CHN: Federal Unemployment Benefits Program Will Expire December 31 Without Extension
Congress Must Act to Renew Program to Keep Millions of Unemployed Workers Receiving Assistance
While Congressional leaders are predicting an adjournment date of November 7 – a target that appears increasingly unlikely – another important deadline is looming for America’s unemployed workers. Before adjournment Congress must act to extend federal unemployment benefits, which are set to expire on December 31, 2003.
Congress triggered the Temporary Extended Unemployment Compensation (TEUC) program in March 2002 in response to increasing unemployment and a sluggish economy. It gives 13 weeks of federal unemployment benefits to unemployed workers after they have exhausted their state benefits. Despite this extra help, the employment outlook at the end of 2002 worsened just as the program was set to expire. Shortly before the holiday season in November 2002, the Republican-led Congress adjourned without renewing the TEUC program, leaving hundreds of thousands of unemployed workers without assistance. When Congress returned in January, it temporarily extended the program.
Congress renewed the program again in May 2003, but the legislation left behind 1.1 million long-term unemployed who had exhausted both state and federal benefits. With the December 31, 2003 expiration date looming once again after adjournment, advocates say it is critical for Congressional leaders to pass an extension of the program, but to also expand the benefits to more workers in need.
There are two competing proposals in Congress to extend the TEUC program. HR 3270, sponsored by Representative Jennifer Dunn (R-WA) is a straight six-month extension of the TEUC program. Like current law, it would provide 13 weeks of federal unemployment benefits to workers who have exhausted their state benefits. However, the bill would provide no benefits to the 3.9 million workers who have used up their 13 weeks of federal benefits already.
The other proposal, introduced on October 2 by Senator Edward Kennedy (D-MA), is a bill that would extend and expand the TEUC program (S 1708). The Emergency Unemployment Compensation Act would double the amount of extended federal benefits to 26 weeks, provide seven additional weeks of benefits to qualified workers in fifteen high unemployment states (ten more states than current law), and expand coverage for low-wage and part-time workers. The Kennedy bill would also provide benefits to the 3.9 million workers who have exhausted their extended federal benefits already without finding work Representative Charles Rangel (D-NY) introduced a companion bill (HR 3244) in the House that currently has 45 cosponsors.

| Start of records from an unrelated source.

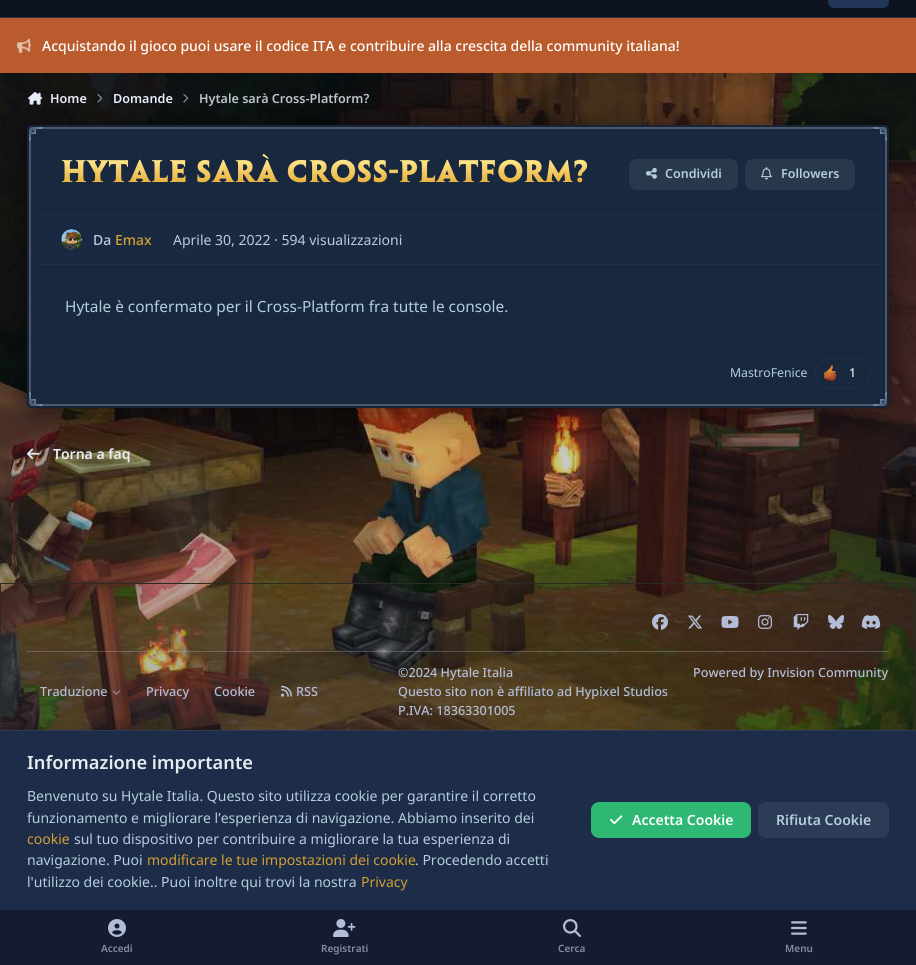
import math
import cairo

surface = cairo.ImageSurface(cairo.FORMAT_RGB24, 916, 965)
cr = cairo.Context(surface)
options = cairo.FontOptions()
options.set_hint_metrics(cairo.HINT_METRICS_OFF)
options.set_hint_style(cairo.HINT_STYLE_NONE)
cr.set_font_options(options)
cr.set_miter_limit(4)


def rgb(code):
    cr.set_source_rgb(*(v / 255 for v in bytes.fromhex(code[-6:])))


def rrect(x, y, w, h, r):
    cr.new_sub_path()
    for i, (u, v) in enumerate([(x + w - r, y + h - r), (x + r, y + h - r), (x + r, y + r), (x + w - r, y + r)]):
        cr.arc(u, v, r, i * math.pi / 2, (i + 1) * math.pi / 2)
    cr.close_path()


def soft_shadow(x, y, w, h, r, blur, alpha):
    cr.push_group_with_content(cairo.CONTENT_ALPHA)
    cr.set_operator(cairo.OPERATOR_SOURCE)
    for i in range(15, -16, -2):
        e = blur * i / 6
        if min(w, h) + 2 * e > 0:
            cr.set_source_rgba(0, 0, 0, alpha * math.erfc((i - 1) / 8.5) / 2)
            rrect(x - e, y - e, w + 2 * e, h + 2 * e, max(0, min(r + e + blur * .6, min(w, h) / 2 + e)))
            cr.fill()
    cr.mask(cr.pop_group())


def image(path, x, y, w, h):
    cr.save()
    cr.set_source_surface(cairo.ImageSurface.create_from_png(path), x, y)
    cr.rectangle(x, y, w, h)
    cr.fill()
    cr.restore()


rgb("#ffffff")
cr.paint()
rgb("#0e1322")
cr.rectangle(0, 0, 916, 17)
cr.fill()
rgb("#2e3441")
cr.rectangle(0, 17, 916, 1)
cr.fill()
rgb("#223659")
rrect(828, -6, 61, 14, 6)
cr.fill()
rgb("#b95b2d")
cr.rectangle(0, 18, 916, 55)
cr.fill()
image("img/1.png", 17, 38, 14, 15)
image("img/21.png", 0, 73, 916, 657)
image("img/2.png", 28, 92, 15, 13)
image("img/3.png", 97, 93, 6, 10)
image("img/4.png", 183, 93, 6, 10)
rgb("#000000")
soft_shadow(27, 129, 862, 283, 5, 15, 0.5)
rgb("#18283e")
rrect(27, 125, 862, 283, 5)
cr.fill()
rrect(30, 128, 856, 277, 2)
rgb("#4e5765")
cr.stroke()
rrect(28, 126, 860, 281, 4)
rgb("#15243a")
cr.stroke()
rgb("#1f2f4e")
cr.rectangle(37, 264, 842, 1)
cr.fill()
rgb("#28394e")
rrect(629, 159, 109, 31, 8)
cr.fill()
image("img/6.png", 646, 167, 11, 12)
rrect(745, 159, 110, 31, 8)
cr.fill()
image("img/7.png", 761, 167, 11, 13)
rgb("#1a2942")
cr.rectangle(37, 215, 842, 49)
cr.fill()
rgb("#1f2f4e")
cr.rectangle(37, 214, 842, 1)
cr.fill()
image("img/10.png", 27, 448, 13, 11)
cr.rectangle(0.5, 583.5, 915, 158)
rgb("#2c2b22")
cr.set_line_width(1)
cr.stroke()
image("img/11.png", 652, 614, 16, 16)
image("img/12.png", 688, 615, 15, 14)
image("img/13.png", 721, 616, 18, 12)
image("img/14.png", 758, 615, 14, 14)
image("img/15.png", 793, 614, 16, 16)
image("img/16.png", 828, 615, 16, 14)
image("img/17.png", 861, 615, 20, 14)
cr.set_source_rgba(0.702, 0.741, 0.843, 0.3)
cr.rectangle(27, 651, 862, 1)
cr.fill()
image("img/18.png", 112, 690, 8, 5)
image("img/19.png", 281, 685, 11, 12)
rgb("#1d2c48")
cr.rectangle(0, 731, 916, 179)
cr.fill()
rgb("#2c3c57")
cr.rectangle(0, 730, 916, 1)
cr.fill()
rgb("#2eb873")
rrect(591, 802, 160, 36, 8)
cr.fill()
image("img/20.png", 610, 815, 13, 10)
rgb("#2c3c57")
rrect(758, 802, 131, 36, 8)
cr.fill()
rgb("#151c31")
cr.rectangle(0, 910, 916, 55)
cr.fill()
image("img/22.png", 108, 919, 18, 18)
image("img/23.png", 333, 919, 23, 18)
image("img/24.png", 563, 919, 18, 18)
image("img/25.png", 791, 921, 16, 14)
cr.select_font_face("Noto Sans Medium")
cr.set_font_size(14)
rgb("#ffffff")
cr.move_to(42, 51)
cr.show_text("Acquistando il gioco puoi usare il codice ITA e contribuire alla crescita della community italiana!")
cr.select_font_face("Noto Sans SemiBold")
cr.set_font_size(12.6)
rgb("#e9eefc")
cr.move_to(50, 103)
cr.show_text("Home")
cr.move_to(113, 103)
cr.show_text("Domande")
rgb("#bdc2cd")
cr.move_to(199, 103)
cr.show_text("Hytale sarà Cross-Platform?")
cr.select_font_face("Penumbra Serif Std", cairo.FONT_SLANT_NORMAL, cairo.FONT_WEIGHT_BOLD)
cr.set_font_size(28)
gradient = cairo.LinearGradient(338, 159, 338, 190)
gradient.add_color_stop_rgba(0, 1, 0.914, 0.553, 1)
gradient.add_color_stop_rgba(1, 0.882, 0.624, 0.153, 1)
cr.set_source(gradient)
cr.move_to(61, 182)
cr.show_text("HYTALE SARÀ CROSS-PLATFORM?")
cr.select_font_face("Noto Sans SemiBold")
cr.set_font_size(12.5)
rgb("#b6cddd")
cr.move_to(665, 178)
cr.show_text("Condividi")
cr.move_to(781, 178)
cr.show_text("Followers")
cr.select_font_face("Noto Sans Medium")
cr.set_font_size(14)
cr.move_to(93, 245)
cr.show_text("Da")
rgb("#d29f32")
cr.move_to(115, 245)
cr.show_text("Emax")
cr.select_font_face("Noto Sans")
rgb("#b6cddd")
cr.move_to(173, 245)
cr.show_text("Aprile 30, 2022 · 594 visualizzazioni")
cr.set_font_size(15.4)
cr.move_to(65, 312)
cr.show_text("Hytale è confermato per il Cross-Platform fra tutte le console.")
image("img/5.png", 29, 127, 858, 279)
rgb("#1d2c48")
cr.arc(71.5, 239.5, 10.5, 0, 2 * math.pi)
cr.fill()
image("img/8.png", 61, 229, 21, 21)
cr.set_font_size(12.25)
rgb("#b6cddd")
cr.move_to(730, 377)
cr.show_text("MastroFenice")
rrect(815.5, 358.5, 55, 29, 14.5)
rgb("#1f2f4e")
cr.stroke()
image("img/9.png", 823, 365, 14, 16)
cr.select_font_face("Noto Sans Medium")
rgb("#e5ecf0")
cr.move_to(849, 377)
cr.show_text("1")
cr.select_font_face("Noto Sans SemiBold")
cr.set_font_size(14)
rgb("#e9eefc")
cr.move_to(53, 459)
cr.show_text("Torna a faq")
cr.select_font_face("Noto Sans Medium")
cr.set_font_size(12.6)
rgb("#b3bdd7")
for x, y, s in [
    (40, 696, "Traduzione"),
    (146, 696, "Privacy"),
    (214, 696, "Cookie"),
    (296, 696, "RSS"),
    (398, 677, "©2024 Hytale Italia"),
    (398, 696, "Questo sito non è affiliato ad Hypixel Studios"),
    (398, 715, "P.IVA: 18363301005"),
    (693, 677, "Powered by Invision Community"),
]:
    cr.move_to(x, y)
    cr.show_text(s)
cr.select_font_face("Noto Sans SemiBold")
cr.set_font_size(18.25)
rgb("#e5ecf0")
cr.move_to(27, 769)
cr.show_text("Informazione importante")
cr.select_font_face("Noto Sans")
cr.set_font_size(14)
rgb("#b6cddd")
cr.move_to(27, 801)
cr.show_text("Benvenuto su Hytale Italia. Questo sito utilizza cookie per garantire il corretto")
cr.move_to(27, 823)
cr.show_text("funzionamento e migliorare l’esperienza di navigazione. Abbiamo inserito dei")
rgb("#d29f32")
cr.move_to(27, 844)
cr.show_text("cookie")
rgb("#b6cddd")
cr.move_to(74, 844)
cr.show_text("sul tuo dispositivo per contribuire a migliorare la tua esperienza di")
cr.move_to(27, 865)
cr.show_text("navigazione. Puoi")
rgb("#d29f32")
cr.move_to(147, 865)
cr.show_text("modificare le tue impostazioni dei cookie")
rgb("#b6cddd")
cr.move_to(415, 865)
cr.show_text(". Procedendo accetti")
cr.move_to(27, 887)
cr.show_text("l'utilizzo dei cookie.. Puoi inoltre qui trovi la nostra")
rgb("#d29f32")
cr.move_to(361, 887)
cr.show_text("Privacy")
cr.select_font_face("Noto Sans SemiBold")
rgb("#ffffff")
cr.move_to(632, 825)
cr.show_text("Accetta Cookie")
rgb("#b6cddd")
cr.move_to(776, 825)
cr.show_text("Rifiuta Cookie")
cr.set_font_size(10)
rgb("#848da5")
for x, y, s in [
    (101, 952, "Accedi"),
    (321, 952, "Registrati"),
    (558, 952, "Cerca"),
    (785, 952, "Menu"),
]:
    cr.move_to(x, y)
    cr.show_text(s)
surface.write_to_png("page.png")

With 2.1 million Americans unable to find work after looking for more than 6 months (783,000 more than compared to March 2002), long-term unemployment is an increasingly worrisome problem. By failing to expand the current 13 weeks of federal assistance, and by leaving out those who have already exhausted their federal benefits, the House Republican proposal does not respond to the substantial rise in long-term joblessness.
Last year, emergency extended benefits were allowed to expire as Congress went home for the holidays. This year, observers believe it is likely – but not a certainty – that Congress will extend the TEUC program. It is not clear if they will do so before adjournment, however. Advocates for the unemployed will continue to press for expansion and improvements to the program.
Reasons to Extend and Expand TEUC Benefits
· Unemployment insurance has been a critical safety net for the nation’s workers and the national economy. It helps workers weather tough times and provides a cost-effective boost to the economy during downturns.
· In August, the Congressional Budget Office projected that unemployment will average 6.2 percent across the nation in 2003 and 2004. Claims for unemployment benefits continue to grow even as hundreds of thousands of workers are exhausting their state and federal benefits. According to the AFL-CIO, there are three job seekers for every job opening.
· According to the National Employment Law Project, in July 2003, 44 percent of unemployed workers ran out of their regular state benefits, the highest figure since the statistics were first published in 1950. In September 2003, 23.2 percent of the jobless were long-term unemployed, which is the highest monthly total in 20 years. Seventy-four percent of current TEUC recipients will exhaust their federal unemployment benefits before finding work. In this “jobless recovery,” longer extended federal unemployment benefits are essential.